If one assumes that the inverted nuns have parenthetical value, then reading the text of Psalm 107 does not make apparent sense in the Codex Leningrad. However, if one reads the same psalm in the Codex Aleppo, then the psalm presents the picture of the wilderness wanderings of the Israelites, whom the Lord delivered into the Promised Land. Thus the Masoretes of the Codex Aleppo annotated their manuscript to provide the reader an interpretation of the psalm sans the references to sailors and sea-faring (and wayward princes).
Thus when reading Psalm 107 with the respective verses in parentheses (according to the inverted nuns as noted in the Codex Aleppo), the reader would read the Psalm as noted here. Please note that the words highlighted in blue in vv.29-30 would reflect a more nuanced but yet literal translation.
These differences between the two Masoretic codices do not imply errors in transmission. The editors of the Masoretic texts in Aleppo, Syria, however saw some nuance in Psalm 107 that hearkened to the wilderness wanderings, where the inverted nun in the Masoretic texts had first appeared in (Numbers 10:35-36). That is, by using inverted nuns in Psalm 107, the Masorete editors in Aleppo were making an apparent allusion to the wilderness wanderings and the deliverance of the Lord to bring the Israelites into the Promises Land.

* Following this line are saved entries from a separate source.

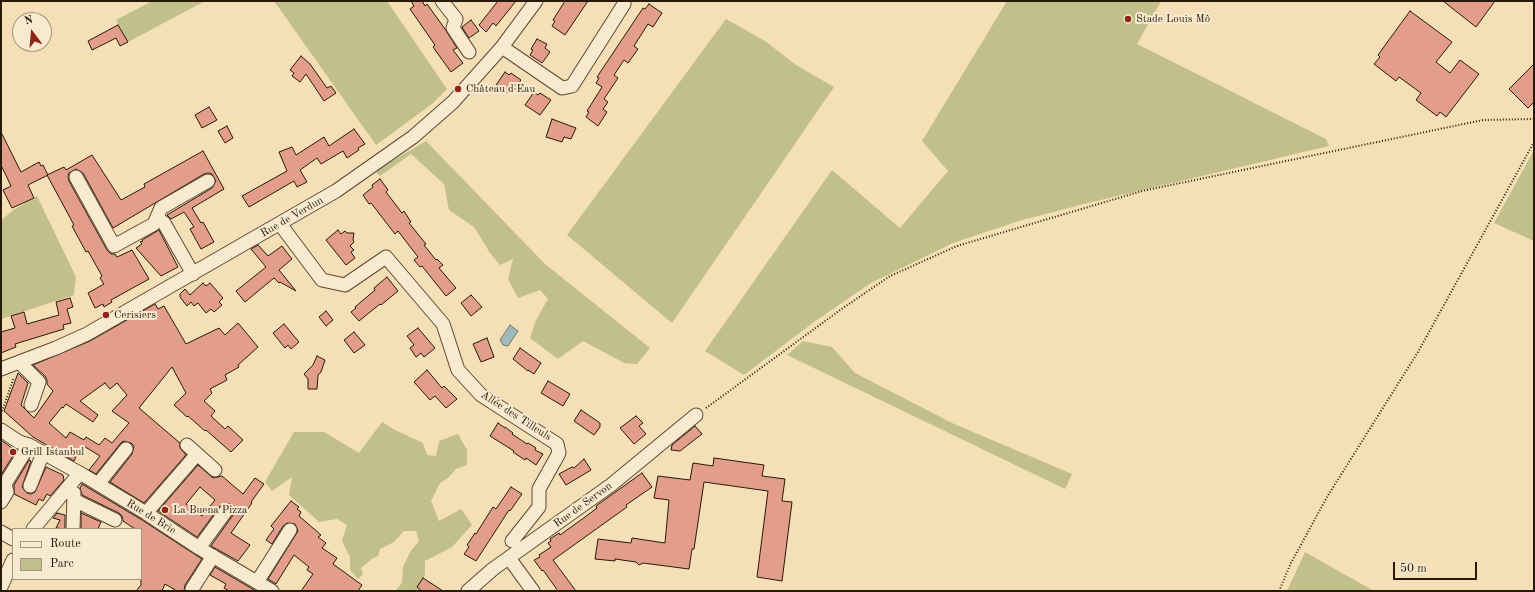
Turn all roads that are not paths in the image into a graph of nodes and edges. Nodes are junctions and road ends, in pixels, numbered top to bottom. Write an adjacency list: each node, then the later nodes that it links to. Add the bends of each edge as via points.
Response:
1 (442, 1): 5 (street, via 456,19 453,28)
2 (536, 1): 4 (street, Rue de Verdun)
3 (624, 1): 4 (street, via 572,86 562,88)
4 (502, 47): 9 (street, Rue de Verdun, via 453,102 413,137 336,191)
5 (469, 52)
6 (76, 177): 8 (street, via 114,246 154,224)
7 (208, 180): 8 (street, via 161,208)
8 (157, 218): 10 (street, via 164,223)
9 (280, 224): 10 (street, Rue de Verdun); 37 (street, Allée des Tilleuls, via 322,280 346,285 386,257 443,324 458,370 481,395 557,444 559,453 539,488 539,507)
10 (193, 274): 11 (street, Rue de Verdun, via 87,334)
11 (19, 362): 12 (street, Rue de Verdun); 13 (street, via 39,382)
12 (1, 369)
13 (31, 405)
14 (696, 415): 40 (street, Rue de Servon, via 611,485)
15 (1, 420): 18 (street, Rue de Brie)
16 (1, 430): 18 (street, Rue de Brie, via 9,437)
17 (187, 444): 21 (street)
18 (29, 445): 20 (street, Rue de Brie); 28 (street, via 5,484 7,492)
19 (126, 448): 24 (street)
20 (43, 453): 23 (street, Rue de Brie); 25 (street)
21 (197, 454): 22 (street); 30 (street)
22 (215, 470)
23 (80, 473): 24 (street, Rue de Brie); 26 (street)
24 (98, 484): 30 (street, Rue de Brie)
25 (30, 486)
26 (69, 486): 27 (street, via 74,493); 32 (street)
27 (74, 500): 31 (street); 33 (street)
28 (1, 502)
29 (226, 511): 38 (street)
30 (146, 513): 38 (street, Rue de Brie)
31 (116, 520)
32 (34, 528)
33 (73, 528)
34 (290, 530): 43 (street)
35 (1, 532): 36 (street)
36 (12, 538)
37 (512, 541)
38 (199, 548): 39 (street, Rue de Brie)
39 (213, 556): 43 (street, Rue de Brie); 44 (street)
40 (509, 558): 45 (street, Rue de Servon); 46 (street)
41 (12, 562): 42 (street)
42 (1, 587)
43 (262, 587)
44 (192, 589)
45 (468, 591)
46 (534, 591)

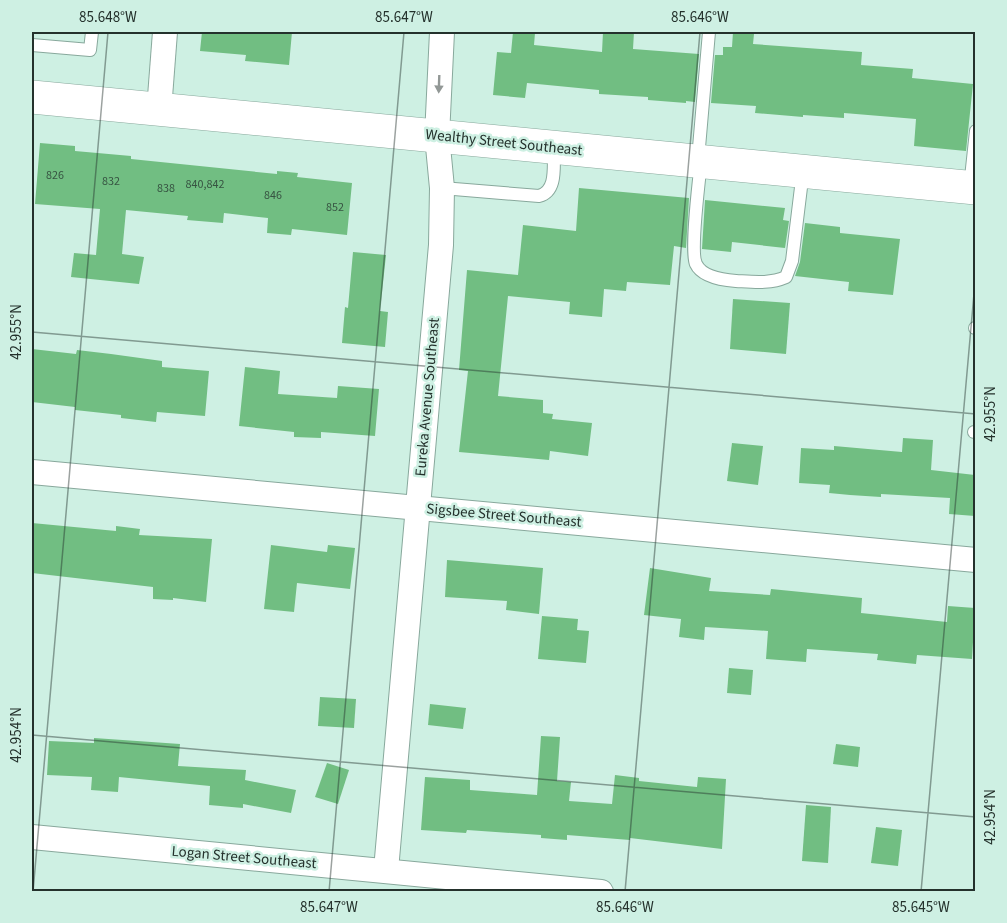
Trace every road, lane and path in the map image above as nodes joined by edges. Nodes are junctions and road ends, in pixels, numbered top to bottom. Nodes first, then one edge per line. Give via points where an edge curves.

The suggested "parenthetical" Psalm 107 would therefore align to the Lord delivering from distress and bringing his people to rest, which is the Promised Land. Furthermore, the absence of any notation in the margins (Massorah Parva) or at the foot or end of the book (Massorah Magna) in any Masoretic codex contributed to confusion, since the original Masorete editors who made this observation must have assumed that any reader of the Hebrew texts would "get it" without any clarifying explanation. That is, if the Codex Leningrad appeared later by several decades, and these copyists were borrowing from the the Codex Aleppo (or other parallel Vorlagen extant at the time), and saw the inverted nuns (with no apparent explanation in any available Massorot), then the error of annotating verses 21-26 with the inverted nuns (instead of verses 23-28) may have occurred in the Codex Leningrad because the copyists of that text did not "get it."